(Recorded data)
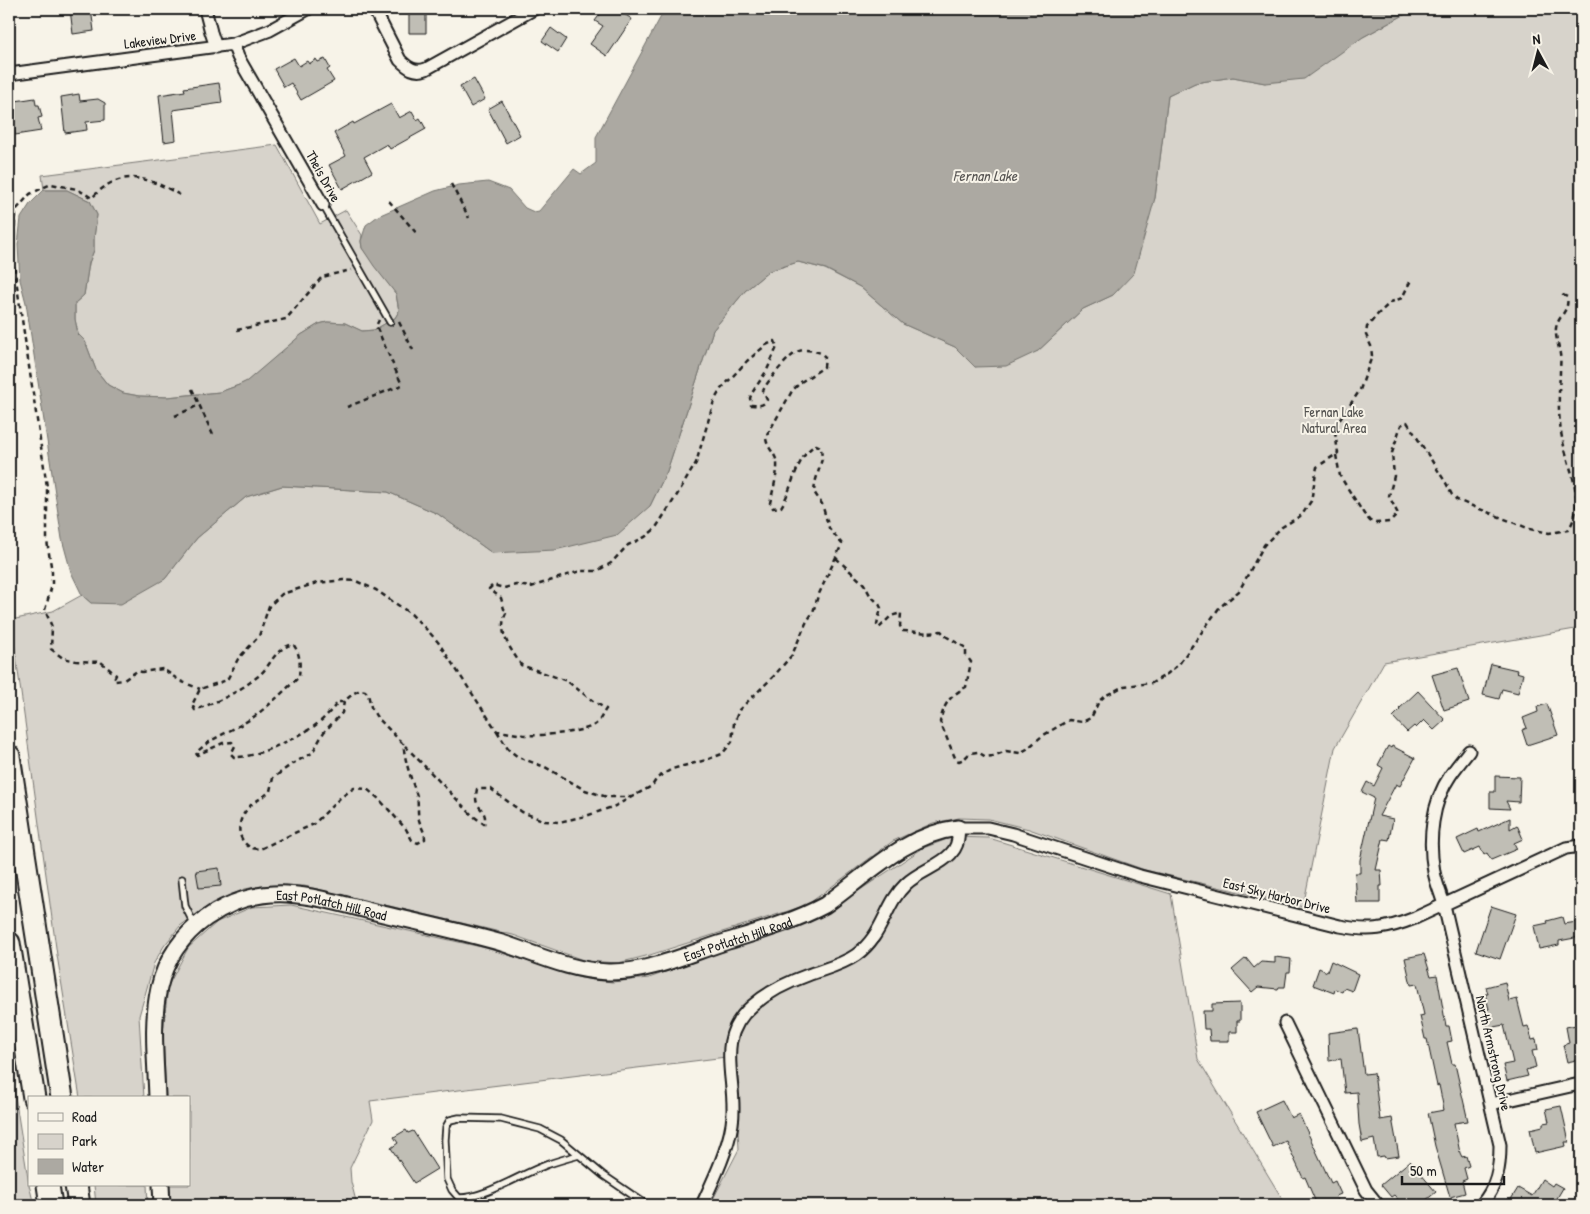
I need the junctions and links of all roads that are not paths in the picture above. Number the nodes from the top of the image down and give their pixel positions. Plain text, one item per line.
1 (205, 9) edge
2 (308, 9) edge
3 (374, 9) edge
4 (534, 9) edge
5 (233, 44) junction
6 (216, 47) junction
7 (9, 74) edge
8 (324, 205) joint
9 (390, 322) dead end
10 (1469, 751) dead end
11 (9, 756) edge
12 (958, 828) junction
13 (1581, 846) edge
14 (182, 879) dead end
15 (1444, 905) junction
16 (195, 926) junction
17 (9, 943) edge
18 (1285, 1023) dead end
19 (1581, 1086) edge
20 (34, 1096) edge
21 (62, 1096) edge
22 (157, 1096) edge
23 (1491, 1104) junction
24 (579, 1155) junction
25 (48, 1186) edge
26 (76, 1186) edge
27 (161, 1186) edge
28 (637, 1200) junction
29 (51, 1205) edge
30 (79, 1205) edge
31 (162, 1205) edge
32 (632, 1205) edge
33 (647, 1205) edge
34 (702, 1205) edge
35 (1378, 1205) edge
36 (1481, 1205) edge

1 - 6 street
2 - 5 street, Lakeview Drive
3 - 4 street
5 - 6 street, Lakeview Drive
5 - 8 street, Theis Drive
6 - 7 street, Lakeview Drive
8 - 9 lane, Theis Drive
10 - 15 street, North Armstrong Drive
11 - 21 highway
12 - 15 street, East Sky Harbor Drive
12 - 16 street, East Potlatch Hill Road
12 - 34 street
13 - 15 street, East Sky Harbor Drive
14 - 16 lane
15 - 23 street, North Armstrong Drive
16 - 22 street, East Potlatch Hill Road
17 - 20 highway
18 - 35 street
19 - 23 street
23 - 36 street, North Armstrong Drive
24 - 24 lane
24 - 28 lane
25 - 29 highway
26 - 30 highway
27 - 31 street
28 - 32 lane
28 - 33 lane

(Action item) Please set down every line of the data above precisely, dropping the images.

(Exercise solution)
I need the junctions and links of all roads that are not paths in the picture above. Number the nodes from the top of the image down and give their pixel positions. Plain text, one item per line.
1 (205, 9) edge
2 (308, 9) edge
3 (374, 9) edge
4 (534, 9) edge
5 (233, 44) junction
6 (216, 47) junction
7 (9, 74) edge
8 (324, 205) joint
9 (390, 322) dead end
10 (1469, 751) dead end
11 (9, 756) edge
12 (958, 828) junction
13 (1581, 846) edge
14 (182, 879) dead end
15 (1444, 905) junction
16 (195, 926) junction
17 (9, 943) edge
18 (1285, 1023) dead end
19 (1581, 1086) edge
20 (34, 1096) edge
21 (62, 1096) edge
22 (157, 1096) edge
23 (1491, 1104) junction
24 (579, 1155) junction
25 (48, 1186) edge
26 (76, 1186) edge
27 (161, 1186) edge
28 (637, 1200) junction
29 (51, 1205) edge
30 (79, 1205) edge
31 (162, 1205) edge
32 (632, 1205) edge
33 (647, 1205) edge
34 (702, 1205) edge
35 (1378, 1205) edge
36 (1481, 1205) edge

1 - 6 street
2 - 5 street, Lakeview Drive
3 - 4 street
5 - 6 street, Lakeview Drive
5 - 8 street, Theis Drive
6 - 7 street, Lakeview Drive
8 - 9 lane, Theis Drive
10 - 15 street, North Armstrong Drive
11 - 21 highway
12 - 15 street, East Sky Harbor Drive
12 - 16 street, East Potlatch Hill Road
12 - 34 street
13 - 15 street, East Sky Harbor Drive
14 - 16 lane
15 - 23 street, North Armstrong Drive
16 - 22 street, East Potlatch Hill Road
17 - 20 highway
18 - 35 street
19 - 23 street
23 - 36 street, North Armstrong Drive
24 - 24 lane
24 - 28 lane
25 - 29 highway
26 - 30 highway
27 - 31 street
28 - 32 lane
28 - 33 lane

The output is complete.